For fail safety, the failure of the redundant seals D12 and D13 may occur, as in the case of the other seals, via a throttle Drs. The throttle Drs shown for the seals D10 and D11 requires the valve configuration PD1, PD2 and PD3, or a seal D12 must be used with throttle Drs downstream of seal D12, as shown in FIG. 1. Here, too, the solution with double-stroke piston DHK has the advantages of continuous delivery during the pressure build-up, the short structural length of the pressure supply DV and the downsizing of the motor with additional valves (a maximum of two solenoid valves MV and one valve SV).

FIG. 3 shows a 2-circuit tandem master cylinder as described for example in WO 2016/023994 (E138b-d) by the applicant. In comparison with the master cylinder in FIG. 1, this has an additional floating piston SK and additional redundant seals D14, D15 for sealing off the plunger of the piston SK of the master cylinder. In this case, too, this is again realized with the throttle Drs described with reference to FIG. 1. The piston SK also has redundant seals D4 and D5 with throttle Drs and seals D6 and D7 with throttle DRs. The tandem master cylinder is thus also reliably correspondingly FO.

Owing to the piston SK with separate brake circuit, valve SVLL is connected in a branch line proceeding from the line from the pressure supply DV to the piston SK. The advantage of the tandem master cylinder THZ and this valve circuit is that no failure of the pressure supply DV can occur in the event of failure of the brake circuit VL without the additional activation of valve SVVL. In the event of failure of the brake circuit VR, it is necessary, as in the case of the embodiment as per FIG. 1, after fault detection by way of the plausibility of the measurement of the pressure-volume characteristic curve with the pressure supply DV, for the corresponding valve SVVR to be closed. It should additionally be noted that the leak-tightness of all valves can be tested for example in the event of a parking stoppage and the leak-tightness of the brake circuits can be diagnosed upon every braking operation by way of the abovementioned measurement of the pressure-volume characteristic curve, such that the double fault “brake circuit failure” and “leaking valve SV” yields a low failure probability, which is the benchmark for FO.

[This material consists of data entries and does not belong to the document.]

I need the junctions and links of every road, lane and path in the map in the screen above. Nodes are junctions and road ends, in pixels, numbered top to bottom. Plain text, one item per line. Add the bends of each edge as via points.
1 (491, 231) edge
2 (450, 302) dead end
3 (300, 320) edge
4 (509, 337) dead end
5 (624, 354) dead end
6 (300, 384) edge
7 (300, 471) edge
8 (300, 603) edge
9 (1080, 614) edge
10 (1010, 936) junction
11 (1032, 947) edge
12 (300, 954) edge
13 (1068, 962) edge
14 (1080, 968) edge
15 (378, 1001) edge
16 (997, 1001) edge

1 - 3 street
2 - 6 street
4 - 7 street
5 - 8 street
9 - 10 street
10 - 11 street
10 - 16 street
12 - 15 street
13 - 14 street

FIG. 4 corresponds to the arrangement or the concept of FIG. 1 with the difference that no master cylinder is provided. Rather, alternative control of the sensor ECU is provided here by means of an electric pedal or start-go switch 14. This electrical connection 13 from the electric pedal 14 to the ECU must also be redundant.

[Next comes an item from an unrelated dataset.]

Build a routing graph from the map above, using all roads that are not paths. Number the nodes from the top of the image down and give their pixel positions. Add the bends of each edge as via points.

FIG. 5 shows a further expansion of the redundancy with two valves DV and a correspondingly redundant valve SV for the front axle VA (SVVR, red. SVV etc.). As shown in FIG. 2A, the valve SVHA may also be implemented redundantly. The ECUs are implemented fully redundantly with a connection to electric pedal/start-go switch 14 with an electrical line 13. Here, too, the diagnosis during travel and primarily during parking stoppages is of great importance (see also DE 10 2016 112971 by the applicant, to which reference is made here in this regard) (E150).

All of the embodiments illustrated in FIGS. 1, 2, 4 and 5 may also be equipped with a purely electrical redundant version (EHRII) instead of the electrohydraulic system combination (EHRI) (see FIG. 1C).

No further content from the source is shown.